# 120km of rain, p*******, hills, and wind!



## Willo (31 Oct 2011)

As posted elsewhere, with the family away I decided to indulge myself with a longer ride on Sunday. After getting a road bike 2 years back to balance against running and the injuries that has caused for me, I've started to get the cycling bug this summer. Typically, time constraints limit my weekend rides to 20-30 miles early in the morning although I did manage some longer rides when on holiday cycling parts of the early stages of the TdF, the longest ride being 56 miles. Therefore, yesterday I decided to venture out with the intention of a) tackling a local climb that I'd been threatening my conscience with for a while; and b) have a bash at 100k as my next milestone (with an eye on possibly entering an organised event or 2 next year and build up to a 100 miler, time permitting). My route, for anyone intersted or familiar with Kent, was broadly Ashford-Westwell-Boughton-Wye (including over Wye Crown)-Smeeth-Hythe-Dymchurch-Bilsington-Mersham-few Circuits around Wye-a couple of circuits around Boughton/Kennington- finally a circuit around the outskirts of Ashford. 

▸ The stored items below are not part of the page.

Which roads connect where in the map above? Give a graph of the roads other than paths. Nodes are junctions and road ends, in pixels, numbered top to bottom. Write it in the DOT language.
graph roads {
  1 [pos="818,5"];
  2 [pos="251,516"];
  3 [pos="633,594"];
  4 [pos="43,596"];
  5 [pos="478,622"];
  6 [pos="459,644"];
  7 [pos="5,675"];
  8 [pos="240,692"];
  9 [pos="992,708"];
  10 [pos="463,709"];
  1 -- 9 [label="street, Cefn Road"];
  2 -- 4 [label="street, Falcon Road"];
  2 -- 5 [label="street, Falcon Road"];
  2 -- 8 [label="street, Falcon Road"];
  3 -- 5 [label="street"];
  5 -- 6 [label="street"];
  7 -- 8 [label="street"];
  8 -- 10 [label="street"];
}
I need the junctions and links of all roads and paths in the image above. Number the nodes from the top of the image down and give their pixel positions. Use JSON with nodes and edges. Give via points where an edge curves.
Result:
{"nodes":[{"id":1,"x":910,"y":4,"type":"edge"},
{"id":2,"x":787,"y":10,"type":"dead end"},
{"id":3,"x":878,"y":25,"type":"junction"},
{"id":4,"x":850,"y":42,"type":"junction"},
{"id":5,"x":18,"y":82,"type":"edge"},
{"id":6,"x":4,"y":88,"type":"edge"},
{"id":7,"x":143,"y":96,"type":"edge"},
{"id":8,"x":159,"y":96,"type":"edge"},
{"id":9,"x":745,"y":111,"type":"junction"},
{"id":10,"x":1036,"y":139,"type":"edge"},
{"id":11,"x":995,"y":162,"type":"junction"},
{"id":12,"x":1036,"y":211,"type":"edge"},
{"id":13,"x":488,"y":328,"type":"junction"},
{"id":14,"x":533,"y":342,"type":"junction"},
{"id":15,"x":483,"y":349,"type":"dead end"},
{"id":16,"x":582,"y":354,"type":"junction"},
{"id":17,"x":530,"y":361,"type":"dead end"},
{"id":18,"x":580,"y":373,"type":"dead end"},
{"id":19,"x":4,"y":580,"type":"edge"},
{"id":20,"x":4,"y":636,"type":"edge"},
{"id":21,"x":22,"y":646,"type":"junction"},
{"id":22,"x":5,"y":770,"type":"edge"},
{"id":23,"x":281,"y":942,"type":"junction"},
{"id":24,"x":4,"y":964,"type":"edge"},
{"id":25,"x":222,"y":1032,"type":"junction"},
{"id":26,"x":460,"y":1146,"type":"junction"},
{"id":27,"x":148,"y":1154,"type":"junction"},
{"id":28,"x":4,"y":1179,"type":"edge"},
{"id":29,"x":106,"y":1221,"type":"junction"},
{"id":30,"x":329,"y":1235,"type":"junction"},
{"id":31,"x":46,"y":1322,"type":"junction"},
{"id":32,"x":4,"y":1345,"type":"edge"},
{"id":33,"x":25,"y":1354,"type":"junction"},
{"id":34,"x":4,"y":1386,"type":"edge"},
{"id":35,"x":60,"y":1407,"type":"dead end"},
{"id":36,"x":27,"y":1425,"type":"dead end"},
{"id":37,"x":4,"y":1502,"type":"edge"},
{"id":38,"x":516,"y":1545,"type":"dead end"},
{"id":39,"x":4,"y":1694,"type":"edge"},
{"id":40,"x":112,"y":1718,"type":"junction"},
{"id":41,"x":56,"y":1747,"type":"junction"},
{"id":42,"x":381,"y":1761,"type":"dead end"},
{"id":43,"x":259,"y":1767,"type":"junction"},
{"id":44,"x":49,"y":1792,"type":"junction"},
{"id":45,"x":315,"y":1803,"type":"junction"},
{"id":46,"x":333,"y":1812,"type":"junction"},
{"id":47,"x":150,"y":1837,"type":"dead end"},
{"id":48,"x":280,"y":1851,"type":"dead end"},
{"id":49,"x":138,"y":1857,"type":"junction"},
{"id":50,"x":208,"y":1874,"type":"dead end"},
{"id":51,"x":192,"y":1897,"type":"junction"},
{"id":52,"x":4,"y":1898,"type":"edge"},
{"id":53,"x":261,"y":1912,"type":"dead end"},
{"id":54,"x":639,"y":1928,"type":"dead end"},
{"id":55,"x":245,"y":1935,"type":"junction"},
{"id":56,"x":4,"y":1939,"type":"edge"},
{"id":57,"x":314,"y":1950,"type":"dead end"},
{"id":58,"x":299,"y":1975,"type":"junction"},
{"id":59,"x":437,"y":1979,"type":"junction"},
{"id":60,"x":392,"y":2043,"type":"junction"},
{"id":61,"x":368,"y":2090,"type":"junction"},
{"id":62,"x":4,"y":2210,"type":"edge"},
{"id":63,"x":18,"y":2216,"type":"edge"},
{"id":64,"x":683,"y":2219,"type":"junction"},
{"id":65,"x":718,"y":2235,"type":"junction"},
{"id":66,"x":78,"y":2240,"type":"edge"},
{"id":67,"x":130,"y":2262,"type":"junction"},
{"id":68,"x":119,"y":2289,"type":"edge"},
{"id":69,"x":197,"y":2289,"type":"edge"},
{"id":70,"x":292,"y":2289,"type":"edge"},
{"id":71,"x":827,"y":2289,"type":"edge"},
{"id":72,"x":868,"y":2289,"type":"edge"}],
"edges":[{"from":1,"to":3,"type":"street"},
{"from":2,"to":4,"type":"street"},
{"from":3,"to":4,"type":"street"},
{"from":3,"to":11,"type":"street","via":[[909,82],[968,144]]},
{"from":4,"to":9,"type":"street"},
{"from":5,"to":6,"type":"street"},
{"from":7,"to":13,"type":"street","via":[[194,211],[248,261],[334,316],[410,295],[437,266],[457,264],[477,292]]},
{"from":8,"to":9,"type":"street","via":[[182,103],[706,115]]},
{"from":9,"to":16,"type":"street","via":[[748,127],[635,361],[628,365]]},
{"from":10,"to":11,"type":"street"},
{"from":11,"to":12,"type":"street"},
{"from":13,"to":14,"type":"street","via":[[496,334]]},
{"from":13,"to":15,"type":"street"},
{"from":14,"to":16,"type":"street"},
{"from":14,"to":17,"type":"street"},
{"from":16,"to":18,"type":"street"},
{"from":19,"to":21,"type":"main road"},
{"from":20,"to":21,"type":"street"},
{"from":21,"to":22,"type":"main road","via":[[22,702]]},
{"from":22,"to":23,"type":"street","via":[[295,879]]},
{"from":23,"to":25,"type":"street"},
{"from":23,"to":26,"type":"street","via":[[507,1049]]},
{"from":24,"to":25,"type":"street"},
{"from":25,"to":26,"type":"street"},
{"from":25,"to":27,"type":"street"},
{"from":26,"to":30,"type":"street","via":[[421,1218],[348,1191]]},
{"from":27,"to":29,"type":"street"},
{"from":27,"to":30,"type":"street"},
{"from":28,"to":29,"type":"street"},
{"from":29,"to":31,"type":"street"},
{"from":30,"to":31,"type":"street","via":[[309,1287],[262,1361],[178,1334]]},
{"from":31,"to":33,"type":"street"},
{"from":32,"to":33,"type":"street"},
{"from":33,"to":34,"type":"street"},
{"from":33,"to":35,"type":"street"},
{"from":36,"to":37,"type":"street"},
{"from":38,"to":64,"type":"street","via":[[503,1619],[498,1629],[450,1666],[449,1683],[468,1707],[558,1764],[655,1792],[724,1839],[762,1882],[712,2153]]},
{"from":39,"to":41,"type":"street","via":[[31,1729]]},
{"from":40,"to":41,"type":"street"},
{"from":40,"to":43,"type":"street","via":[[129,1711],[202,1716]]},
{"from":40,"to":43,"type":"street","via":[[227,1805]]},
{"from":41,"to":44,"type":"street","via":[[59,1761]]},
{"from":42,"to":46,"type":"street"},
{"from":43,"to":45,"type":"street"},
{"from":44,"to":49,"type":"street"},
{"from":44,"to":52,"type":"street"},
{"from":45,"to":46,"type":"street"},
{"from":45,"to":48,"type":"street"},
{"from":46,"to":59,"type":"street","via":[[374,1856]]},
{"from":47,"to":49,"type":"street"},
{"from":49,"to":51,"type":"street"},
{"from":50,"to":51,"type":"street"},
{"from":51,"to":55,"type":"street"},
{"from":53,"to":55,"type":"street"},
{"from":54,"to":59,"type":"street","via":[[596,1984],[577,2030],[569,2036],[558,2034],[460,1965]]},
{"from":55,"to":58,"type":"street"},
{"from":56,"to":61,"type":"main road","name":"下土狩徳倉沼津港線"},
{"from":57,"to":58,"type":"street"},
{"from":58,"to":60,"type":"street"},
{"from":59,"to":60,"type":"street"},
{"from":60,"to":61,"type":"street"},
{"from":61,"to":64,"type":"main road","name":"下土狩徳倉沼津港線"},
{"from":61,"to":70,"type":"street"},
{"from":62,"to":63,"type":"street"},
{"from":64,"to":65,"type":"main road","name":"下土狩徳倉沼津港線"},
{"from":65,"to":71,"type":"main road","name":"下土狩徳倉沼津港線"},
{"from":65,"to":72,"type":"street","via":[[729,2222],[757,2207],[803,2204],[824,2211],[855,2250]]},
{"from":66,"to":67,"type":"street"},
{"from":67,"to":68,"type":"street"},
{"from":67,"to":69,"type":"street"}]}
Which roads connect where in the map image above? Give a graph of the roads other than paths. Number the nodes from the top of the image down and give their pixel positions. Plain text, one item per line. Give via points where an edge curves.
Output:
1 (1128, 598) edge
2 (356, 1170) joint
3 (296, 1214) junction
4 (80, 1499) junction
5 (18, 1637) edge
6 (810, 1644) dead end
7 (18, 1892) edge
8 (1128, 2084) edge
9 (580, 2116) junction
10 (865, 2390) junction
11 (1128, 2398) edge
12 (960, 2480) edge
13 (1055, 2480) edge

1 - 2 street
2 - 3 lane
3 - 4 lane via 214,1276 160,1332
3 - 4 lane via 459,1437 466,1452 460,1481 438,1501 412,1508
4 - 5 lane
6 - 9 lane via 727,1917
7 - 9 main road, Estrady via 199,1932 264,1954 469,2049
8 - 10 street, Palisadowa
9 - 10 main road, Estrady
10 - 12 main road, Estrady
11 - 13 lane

I woke up feeling a little groggy; start of a sore throat, a little bunged up and generally not 100%. Typical I thought, but once I set off I didn't feel too bad and soon got into the swing of it on a local loop with a couple of short but sharp hills to warm up the legs. However, after 7 miles I felt that heart sinking sensation as a harsh thud transmitted up from the rear wheel signalling my first p******** in over 18 months. Of all the days!! As I set about replacing the tube a succession of groups rode past and I soon realised that an audax or something had just set off nearby. One chap slowed to ask if I was okay while the rest, assuming I was riding the event, offered a mix of sympathy and exclamation that I had a flat so soon into the ride. A grateful mention to a chap on an MTB going in the opposite direction who actually stopped to offer his help, but I was sorted by then and ready to get going again. 

Only being a couple of miles from home, I diverted and quickly stopped off to pick up another spare tube so I had 2 with me. It was raining by now and, riding through some messy country lanes, I didn't want to get caught out far from home when I needed to be back for the airport run. It was then that I noticed my computer had packed up in the rain. I knew roughly the mileage on the route I had planned but was reliant on the computer to confirm the distance and that I had completed 100k. Anyhow, I pushed on and just decided to see how I got on in the time I had left. 

The next challenge was the categorised climb up over the North Downs. As it ramped up I started to struggle and was soon grateful for the granny ring on my Allez triple. As I huffed and puffed up, 2 lads in a white transit thought it hilarious to drive on the wrong side of the road as they descended and just swerve out of my path at the last minute. Hurling abuse at them took what little puff I had left and I stopped to remove my windproof not sure how much further I had to go up. I set off straight away and to my delight, on rounding the next bend, realised the end was in sight. It felt good getting to the top even if the view was obscured by a dank, miserable day. 

I then wound my way through some quiet country lanes and onto the main road that took me to Hythe and then on to Dymchurch before crossing the Romney Marsh. I planned for this to be a relatively calm, flat section after the hilly North Downs but, once I hit the coast road, a head or cross-wind made for a challenging few miles. Estimating that I was 30-35 miles in, I stopped for a quick coffee and a banana and energy bar before setting off across the Romney Marsh that, whilst a little windy, was the easiest section since I set off. 

Then it was back over a couple of sharp hills that really had the legs burning, and then across country through some lovely quiet lanes back to Wye, where I'd passed through earlier, and a few circuits around the outskirts of the village to 'bank' some more miles. Knowing I'd probably gone over 50 miles, whilst I was tired I felt good enough to just keep cycling until I really had to be home. That way I could make sure I'd bagged 100k and make the most of the time I had. I was going okay on the flat but by this stage was struggling up any sort of hill and after one final 5 mile circuit of a regular running route I headed for home. 

A quick shower and I just had time to plot the route on the pc before heading for the airport. Wahey, according to mapmyride I'd done 122km (76 miles). I didn't need a computer to tell me that my average was a bit slower than normal (I averaged a modest 15 mph when I cycled 56 miles in the summer and am sure that I was a tad below that with the hills slowing me down). However, my furthest ride yet, with a decent climb ticked off, was a satisfying milestone for 2011 and one that gave me confidence that I can tackle some orgasnised events and hopefully a 100 miler next year.


----------



## johnpembo73 (31 Oct 2011)

Nice write up Willo. I too wanted to do a long ride before the weather turns. I had planned a 60 miler yesterday to find my thighs cramping up at only 25 miles and headed back home just doing 45 miles in total. I just had no energy at all.


----------



## Willo (31 Oct 2011)

johnpembo73 said:


> Nice write up Willo. I too wanted to do a long ride before the weather turns. I had planned a 60 miler yesterday to find my thighs cramping up at only 25 miles and headed back home just doing 45 miles in total. I just had no energy at all.



Cheers. Some days are like that and the legs just don't have the energy. Saying that, I always go through phases during a cycle (or a run) where early(ish) on my legs hurt to the extent that I can't fathom how I'm going to cycle for another couple of hours only for that to pass and I feel fine again. In fact, it happened about 4 times yesterday!!


----------



## Keith Oates (11 Nov 2011)

A good report and a good ride, Willo. Seems that you're on course for your 100 mile target for next season!!!!!!!!!!!!!!!!!!!!!!!!!!!


----------